When a private company makes a profit, what it does with that money is their choice. This profit is also known as a distributable surplus.
They can choose to retain the money to reinvest into the business, or they can pay it out to their shareholders in return for their investment. This payment is known as a dividend.
Paying dividends from private companies
A corporate entity is a common structure that businesses operate under in Australia. While there are many benefits to this business structure, like a tax rate capped at 30%, there is also the issue of how the company distributes its profits.
Who decides to pay a dividend?
Dividend payments will be decided upon by the company’s directors. The shareholders have no say in this matter, with the directors bearing full responsibility for this decision. Often the directors and shareholders are the same individuals, so it’s not a difficult choice — but this isn’t always the case.
When are dividends paid?
There are certain criteria that need to be met before a dividend can be paid. These requirements are governed by ASIC, as a way to protect a company’s stakeholders.
First, for a dividend to be paid, there must be profits. A general law principle states that dividends can only be paid out of retained profits. In itself, this is a rather simple test to apply.
A secondary run of tests is applied by ASIC which restrict dividend payments unless:
- Immediately before the dividend payment, the company's assets are greater than its liabilities, to the extent of the dividend declared. If your company passes the retained profits test it’s highly likely you’ll pass the requirements for this test too.
- The dividend payment must be fair and reasonable to all shareholders. This issue typically arises more often when there are different classes of shareholders, and decisions need to be made around which classes of shareholders receive dividends. These decisions must be made on a fair and reasonable basis.
- The payment of the dividend does not prejudice the company's ability to pay its creditors. The company’s owners shouldn’t be taking profits unless they’re certain they can meet all obligations within the company. These obligations extend to staff wages, the ATO, financial institutions, and other creditors.
Once the decision has been made, the company’s directors will sign off on this declaration to confirm the dividend payment. The shareholders should then receive a dividend statement that shows the amount and date of the dividend declared, as well as any franking credits attached to the dividend.
Does a company have to pay dividends to its shareholders?
A company doesn’t necessarily have to pay dividends to its shareholders.
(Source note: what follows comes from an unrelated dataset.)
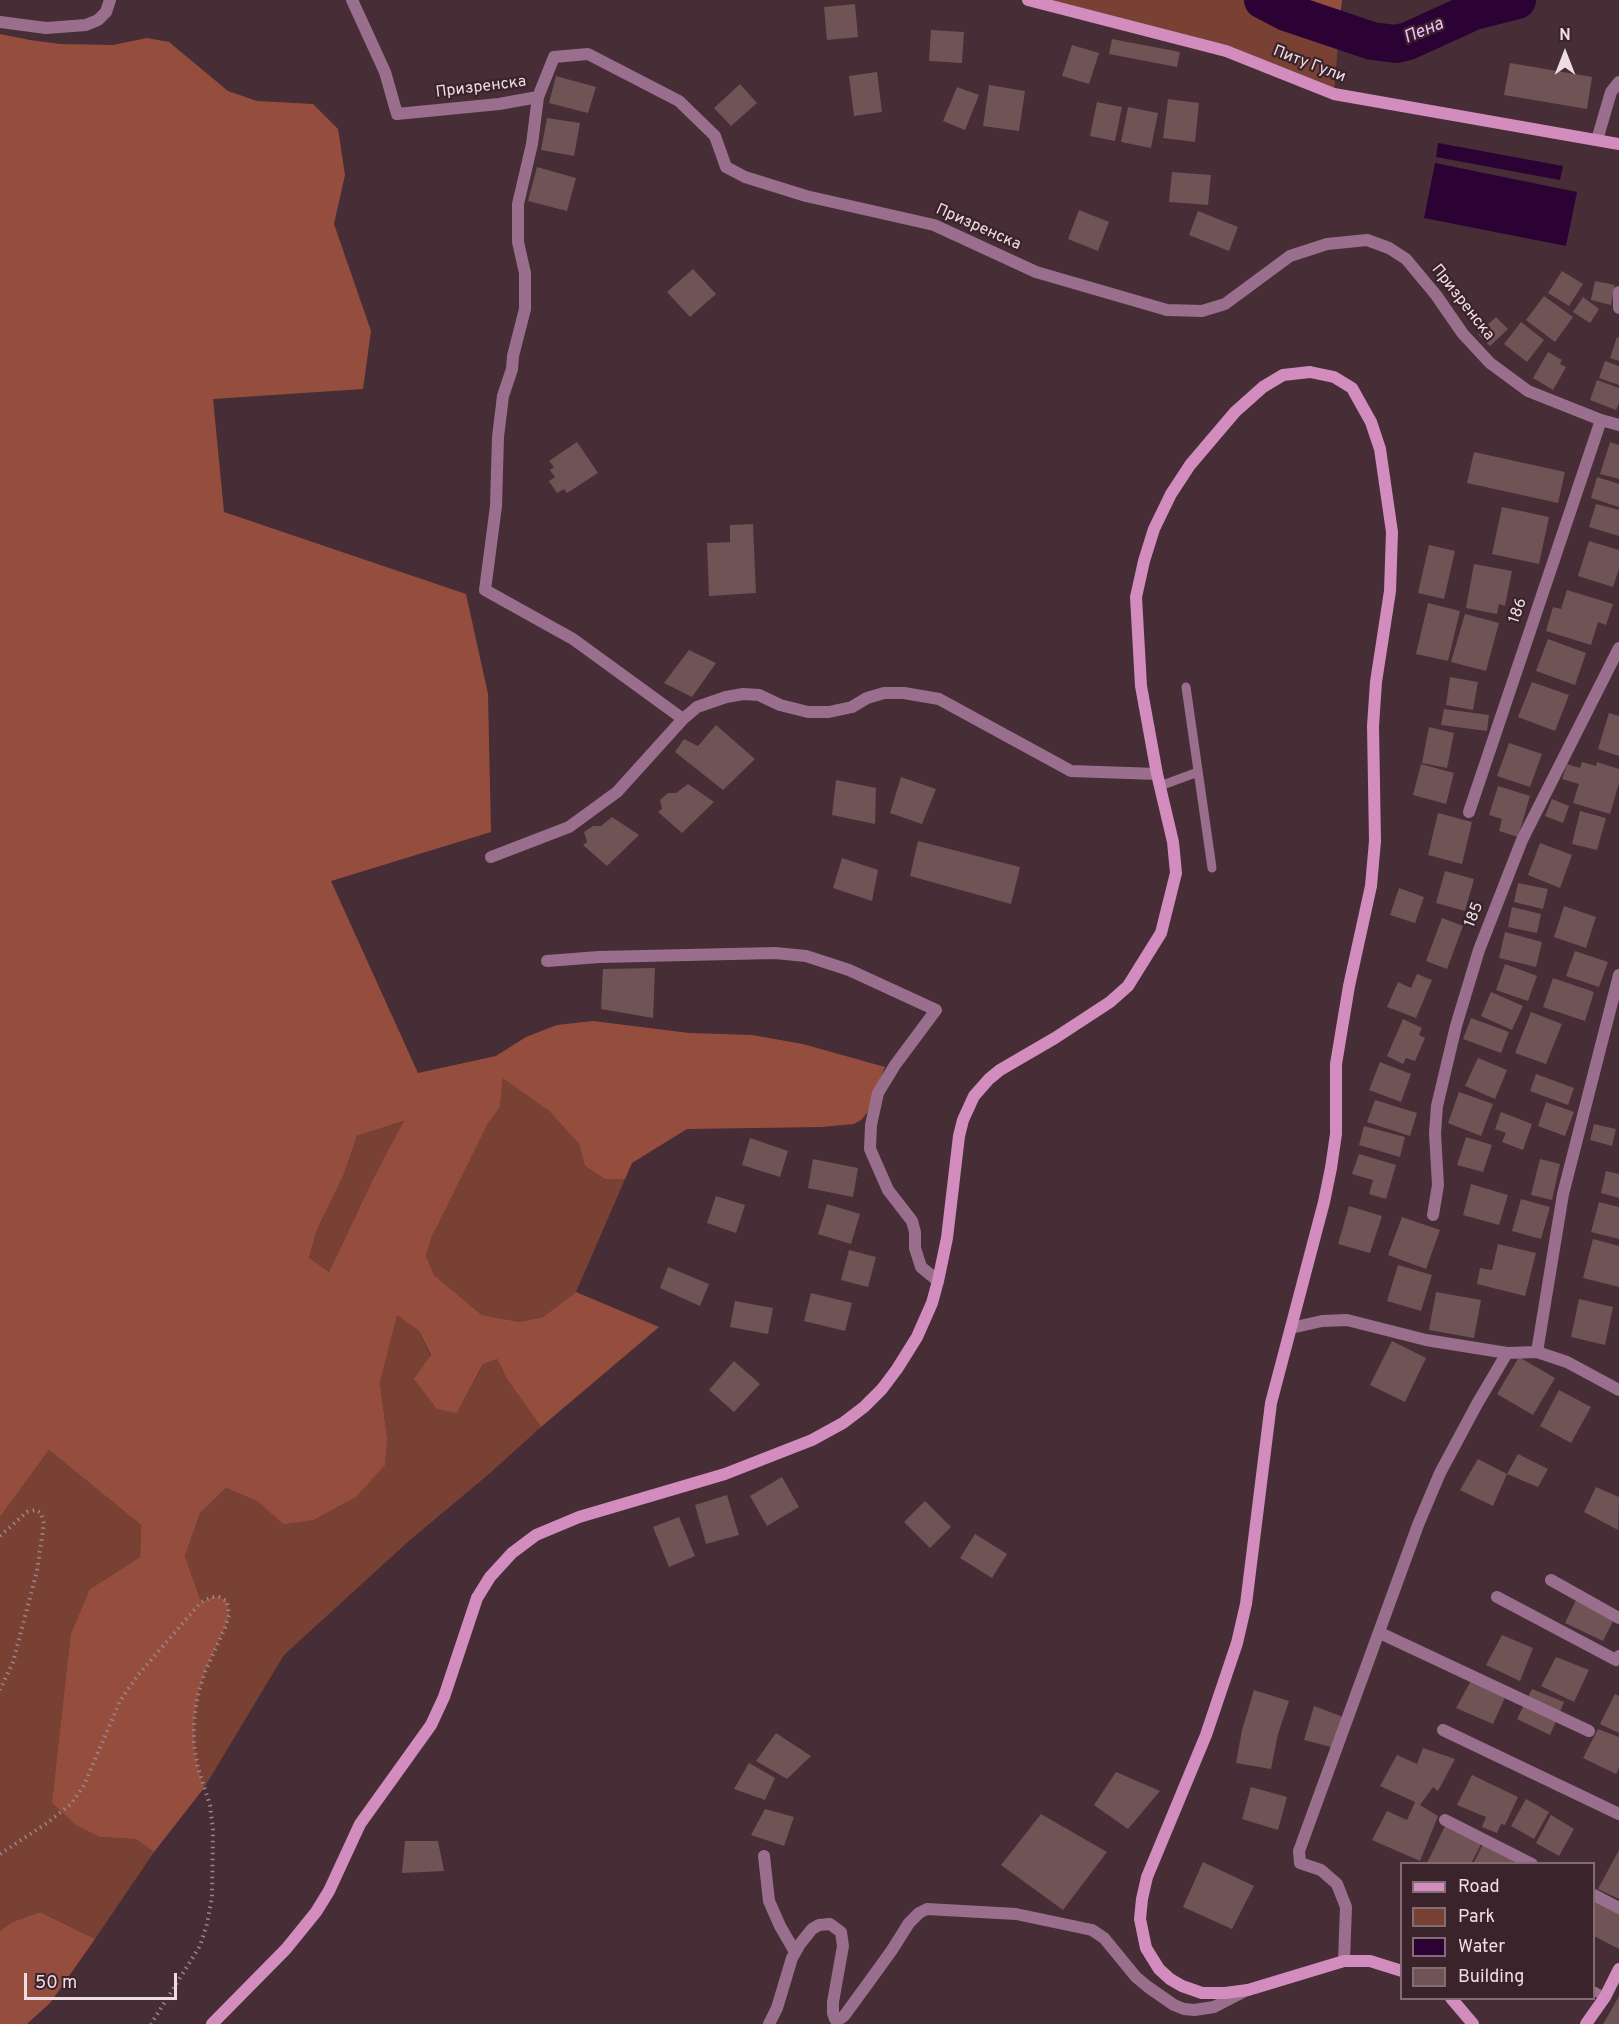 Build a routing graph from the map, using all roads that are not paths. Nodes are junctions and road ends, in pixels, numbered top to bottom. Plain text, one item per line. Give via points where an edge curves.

Whether they pay a dividend or reinvest into the company is up to be decided by its directors.
But if it does, they must have sufficient net profits to do so. The company's directors must be satisfied that sufficient profits are available and that any additional requirements under the company’s constitution can also be met.
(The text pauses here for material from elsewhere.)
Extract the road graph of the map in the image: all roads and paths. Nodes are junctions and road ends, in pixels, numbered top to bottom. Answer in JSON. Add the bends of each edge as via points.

How franking rates affect dividend payments
Franking rates and franking percentage are terms that are often thrown around in relation to dividends. This refers to the portion of the dividend paid that has franking credits attached to it.
The franking rate for dividends can have a big effect on the tax consequences when paying a dividend to shareholders.
Dividends are considered taxable income in Australia, and the franking system exists as a way to avoid double taxation on these dividends. Franking credits are essentially a rebate that shareholders receive for the tax the company has already paid on their profits. Without this system, businesses would be required to pay tax on their profits, and then shareholders in turn would pay tax on their received dividend payments.
So, is dividend tax applicable to private companies?
Let’s look at an example of how dividend tax works.
Company A makes an annual profit of $10,000. Their applicable tax rate is 30%. Their tax liability would be:
- A profit of $10,000, taxed at a 30% tax rate, resulting in $3,000 tax paid on this profit
- Their retained profits are $7,000
In the following year, the company’s directors can choose to pay the $7,000 in retained profits to their shareholders. For example’s sake, let’s say the shareholder is a single individual with $120,000 of other income in that year. The dividend would be taxed like this:
- They receive dividend income of $7,000
- The profit was taxed at a 30% tax rate, resulting in a franking credit of $3,000
- The individual’s total taxable income from the dividend is $10,000, and they are taxed at a marginal rate of 39% on that dividend — $3,900
- We then subtract the $3,000 franking credit offset from this amount, leaving the individual with a net tax of $900 payable on their dividend income.
What’s happening here is that the application of franking credits grosses the income back up to its original amount from the company. A credit for the tax the company has already paid is then applied to this amount.
Under this system, it’s far more beneficial for shareholders to receive dividend payments that are franked, rather than receiving an unfranked dividend. So it’s important to review the franking credits a company has to apply against its dividends before any dividend is declared.
What type of dividends are not taxable?
This is a rare occurrence, but it does happen. For example, foreign tax residents aren’t required to declare fully-franked dividends in their Australian tax returns.
In other cases, a company can complete a share buy-back from its investors. This way, some of the money is paid as a dividend, and the other portion is completed as a return of capital.
But typically, the majority of dividends are considered taxable events.
The final word
Declaring a dividend will have varying degrees of tax implications for shareholders, depending on their personal circumstances. So if you’re both a company director and a shareholder, it’s important to consider this before making any such declarations.